## What is needed
From the records below, copy each line in which the string "lane" occurs.

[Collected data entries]
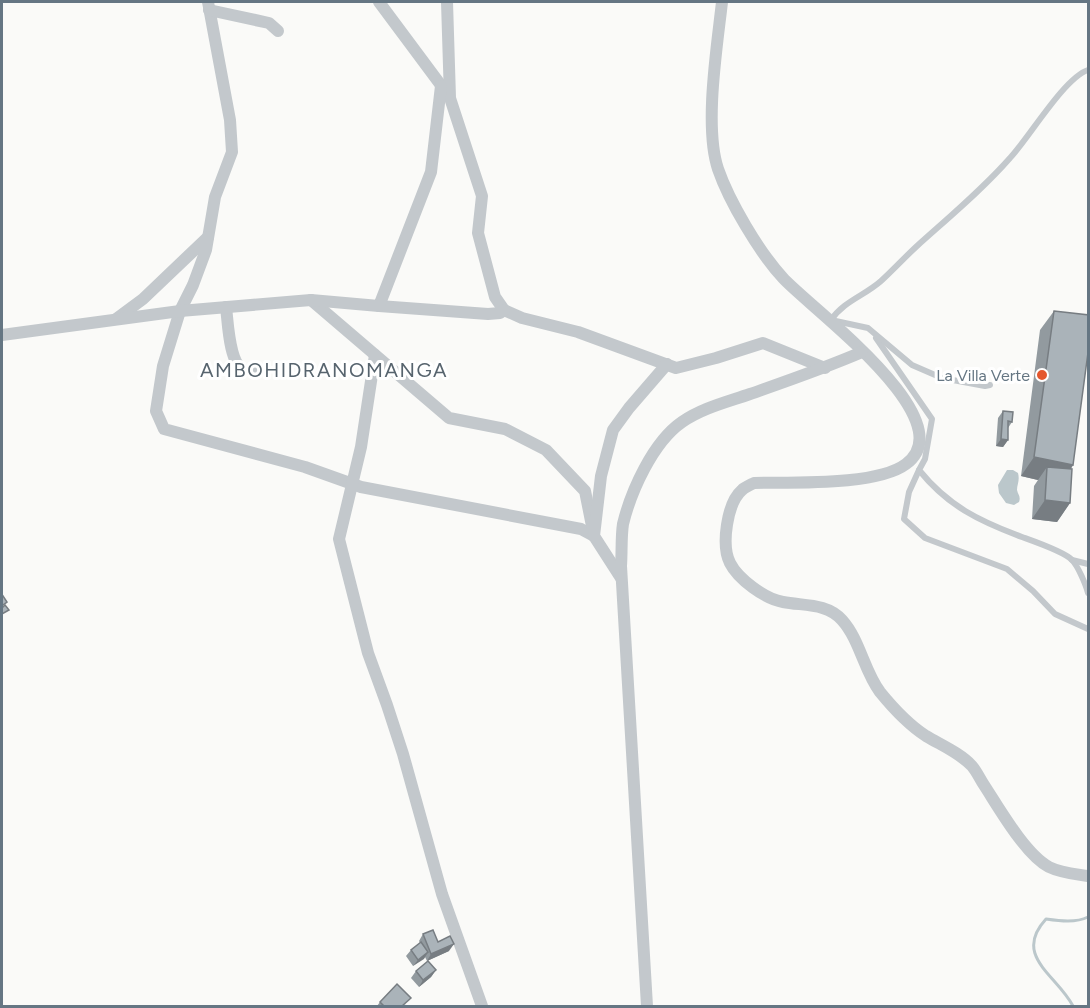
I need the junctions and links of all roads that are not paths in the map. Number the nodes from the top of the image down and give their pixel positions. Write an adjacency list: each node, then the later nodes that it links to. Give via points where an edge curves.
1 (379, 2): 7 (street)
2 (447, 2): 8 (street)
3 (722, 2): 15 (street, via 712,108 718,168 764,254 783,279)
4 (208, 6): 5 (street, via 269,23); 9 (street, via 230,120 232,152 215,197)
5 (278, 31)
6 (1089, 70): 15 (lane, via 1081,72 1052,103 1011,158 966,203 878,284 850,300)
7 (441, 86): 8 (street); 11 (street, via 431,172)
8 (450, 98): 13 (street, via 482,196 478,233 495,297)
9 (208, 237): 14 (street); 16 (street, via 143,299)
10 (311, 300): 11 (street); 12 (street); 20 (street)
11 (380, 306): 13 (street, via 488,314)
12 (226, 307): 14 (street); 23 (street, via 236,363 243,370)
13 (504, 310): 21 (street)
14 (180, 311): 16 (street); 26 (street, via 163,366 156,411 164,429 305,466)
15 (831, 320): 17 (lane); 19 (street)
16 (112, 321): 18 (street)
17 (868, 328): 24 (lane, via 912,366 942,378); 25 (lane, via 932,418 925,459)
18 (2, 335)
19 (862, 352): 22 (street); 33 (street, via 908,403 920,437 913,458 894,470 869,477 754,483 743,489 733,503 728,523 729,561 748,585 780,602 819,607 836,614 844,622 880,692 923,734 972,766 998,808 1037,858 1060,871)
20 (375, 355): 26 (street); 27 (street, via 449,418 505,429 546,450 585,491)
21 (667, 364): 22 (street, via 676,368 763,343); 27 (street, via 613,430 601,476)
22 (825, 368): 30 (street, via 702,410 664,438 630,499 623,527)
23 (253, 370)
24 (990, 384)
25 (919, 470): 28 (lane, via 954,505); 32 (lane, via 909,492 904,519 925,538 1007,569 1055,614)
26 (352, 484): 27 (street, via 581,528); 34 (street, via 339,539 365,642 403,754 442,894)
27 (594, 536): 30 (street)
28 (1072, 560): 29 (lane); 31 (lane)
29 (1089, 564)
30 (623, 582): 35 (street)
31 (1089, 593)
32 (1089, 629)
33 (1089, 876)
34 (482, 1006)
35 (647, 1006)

---

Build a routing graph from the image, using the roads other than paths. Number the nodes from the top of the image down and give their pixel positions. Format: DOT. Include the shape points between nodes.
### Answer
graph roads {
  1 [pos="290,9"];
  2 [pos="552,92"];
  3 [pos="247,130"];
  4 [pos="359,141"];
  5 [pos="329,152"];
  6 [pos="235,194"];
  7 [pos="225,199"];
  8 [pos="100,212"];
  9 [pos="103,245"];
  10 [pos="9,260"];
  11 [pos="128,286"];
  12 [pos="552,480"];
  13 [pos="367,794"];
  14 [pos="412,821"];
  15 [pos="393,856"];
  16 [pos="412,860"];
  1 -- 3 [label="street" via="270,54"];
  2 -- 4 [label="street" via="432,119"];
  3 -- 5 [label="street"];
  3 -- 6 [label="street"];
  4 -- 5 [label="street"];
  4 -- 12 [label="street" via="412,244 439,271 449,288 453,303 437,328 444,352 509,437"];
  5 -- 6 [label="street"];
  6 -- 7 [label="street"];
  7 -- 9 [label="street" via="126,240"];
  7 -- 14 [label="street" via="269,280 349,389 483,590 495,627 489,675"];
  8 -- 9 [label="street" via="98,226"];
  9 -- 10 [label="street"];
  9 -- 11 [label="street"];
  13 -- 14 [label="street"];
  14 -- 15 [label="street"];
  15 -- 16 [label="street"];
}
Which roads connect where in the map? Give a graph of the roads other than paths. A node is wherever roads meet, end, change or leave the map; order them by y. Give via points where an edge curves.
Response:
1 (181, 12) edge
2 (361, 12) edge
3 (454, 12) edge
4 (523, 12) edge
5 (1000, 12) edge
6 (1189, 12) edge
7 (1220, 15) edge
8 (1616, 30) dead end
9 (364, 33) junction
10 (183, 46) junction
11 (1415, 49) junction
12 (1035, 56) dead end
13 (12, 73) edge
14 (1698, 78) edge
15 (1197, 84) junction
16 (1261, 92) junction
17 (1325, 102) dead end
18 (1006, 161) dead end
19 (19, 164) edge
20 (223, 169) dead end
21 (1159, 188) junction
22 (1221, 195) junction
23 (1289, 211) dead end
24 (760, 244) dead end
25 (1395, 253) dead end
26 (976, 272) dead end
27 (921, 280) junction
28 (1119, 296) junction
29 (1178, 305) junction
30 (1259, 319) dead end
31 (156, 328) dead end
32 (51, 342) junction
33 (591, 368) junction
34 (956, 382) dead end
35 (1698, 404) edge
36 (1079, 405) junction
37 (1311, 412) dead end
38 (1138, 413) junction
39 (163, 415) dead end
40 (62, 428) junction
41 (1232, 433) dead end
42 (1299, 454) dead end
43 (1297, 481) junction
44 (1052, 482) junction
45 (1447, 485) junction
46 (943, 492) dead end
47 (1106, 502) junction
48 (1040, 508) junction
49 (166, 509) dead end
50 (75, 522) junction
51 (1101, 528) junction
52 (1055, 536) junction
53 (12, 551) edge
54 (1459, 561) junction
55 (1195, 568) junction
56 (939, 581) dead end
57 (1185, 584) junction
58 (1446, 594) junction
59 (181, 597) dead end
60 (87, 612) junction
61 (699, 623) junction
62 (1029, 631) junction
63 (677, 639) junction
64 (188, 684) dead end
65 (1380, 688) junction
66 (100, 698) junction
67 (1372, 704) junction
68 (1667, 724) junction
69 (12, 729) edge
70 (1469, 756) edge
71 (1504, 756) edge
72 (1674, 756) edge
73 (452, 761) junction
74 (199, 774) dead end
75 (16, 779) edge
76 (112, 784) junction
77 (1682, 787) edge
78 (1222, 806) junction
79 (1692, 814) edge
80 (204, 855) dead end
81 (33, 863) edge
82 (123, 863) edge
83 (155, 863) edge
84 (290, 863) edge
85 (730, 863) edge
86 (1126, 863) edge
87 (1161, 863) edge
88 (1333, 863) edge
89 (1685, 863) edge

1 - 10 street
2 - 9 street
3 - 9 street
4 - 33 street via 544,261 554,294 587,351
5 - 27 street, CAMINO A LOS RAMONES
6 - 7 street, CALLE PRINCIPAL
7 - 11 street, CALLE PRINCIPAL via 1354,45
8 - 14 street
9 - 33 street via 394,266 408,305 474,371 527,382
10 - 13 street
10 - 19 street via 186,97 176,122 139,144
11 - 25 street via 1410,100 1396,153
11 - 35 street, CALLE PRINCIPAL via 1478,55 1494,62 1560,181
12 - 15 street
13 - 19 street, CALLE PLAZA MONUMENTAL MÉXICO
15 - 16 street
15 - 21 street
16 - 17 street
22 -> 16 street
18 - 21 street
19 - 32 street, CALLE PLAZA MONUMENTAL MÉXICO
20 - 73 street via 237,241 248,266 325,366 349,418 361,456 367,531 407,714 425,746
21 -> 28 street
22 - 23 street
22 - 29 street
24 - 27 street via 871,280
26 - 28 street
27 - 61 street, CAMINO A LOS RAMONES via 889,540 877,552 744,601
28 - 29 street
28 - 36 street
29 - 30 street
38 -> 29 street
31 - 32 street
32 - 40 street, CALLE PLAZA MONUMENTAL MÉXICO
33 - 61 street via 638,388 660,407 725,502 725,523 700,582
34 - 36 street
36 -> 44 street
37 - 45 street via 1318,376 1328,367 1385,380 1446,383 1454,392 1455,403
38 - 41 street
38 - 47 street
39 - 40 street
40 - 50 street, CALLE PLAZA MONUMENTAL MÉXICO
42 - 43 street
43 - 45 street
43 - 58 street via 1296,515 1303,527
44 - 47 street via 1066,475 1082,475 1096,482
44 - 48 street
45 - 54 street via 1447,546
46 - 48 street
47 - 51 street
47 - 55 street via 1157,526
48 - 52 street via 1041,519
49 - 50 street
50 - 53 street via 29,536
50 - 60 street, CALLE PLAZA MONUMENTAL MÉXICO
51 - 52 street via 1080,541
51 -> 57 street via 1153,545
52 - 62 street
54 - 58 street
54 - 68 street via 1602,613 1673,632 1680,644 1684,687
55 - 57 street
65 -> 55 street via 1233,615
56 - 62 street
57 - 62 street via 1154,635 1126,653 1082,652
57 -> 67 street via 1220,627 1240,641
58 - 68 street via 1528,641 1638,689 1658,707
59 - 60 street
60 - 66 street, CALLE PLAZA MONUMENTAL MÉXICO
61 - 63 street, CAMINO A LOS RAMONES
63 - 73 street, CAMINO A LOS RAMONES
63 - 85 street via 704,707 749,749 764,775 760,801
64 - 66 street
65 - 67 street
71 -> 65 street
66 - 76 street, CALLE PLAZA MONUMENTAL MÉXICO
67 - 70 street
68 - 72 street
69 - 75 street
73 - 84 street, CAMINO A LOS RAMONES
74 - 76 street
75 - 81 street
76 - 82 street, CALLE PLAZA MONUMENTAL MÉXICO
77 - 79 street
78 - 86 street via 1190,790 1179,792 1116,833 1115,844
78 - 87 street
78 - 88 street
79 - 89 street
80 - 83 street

## Answer for this exercise
6 (1089, 70): 15 (lane, via 1081,72 1052,103 1011,158 966,203 878,284 850,300)
15 (831, 320): 17 (lane); 19 (street)
17 (868, 328): 24 (lane, via 912,366 942,378); 25 (lane, via 932,418 925,459)
25 (919, 470): 28 (lane, via 954,505); 32 (lane, via 909,492 904,519 925,538 1007,569 1055,614)
28 (1072, 560): 29 (lane); 31 (lane)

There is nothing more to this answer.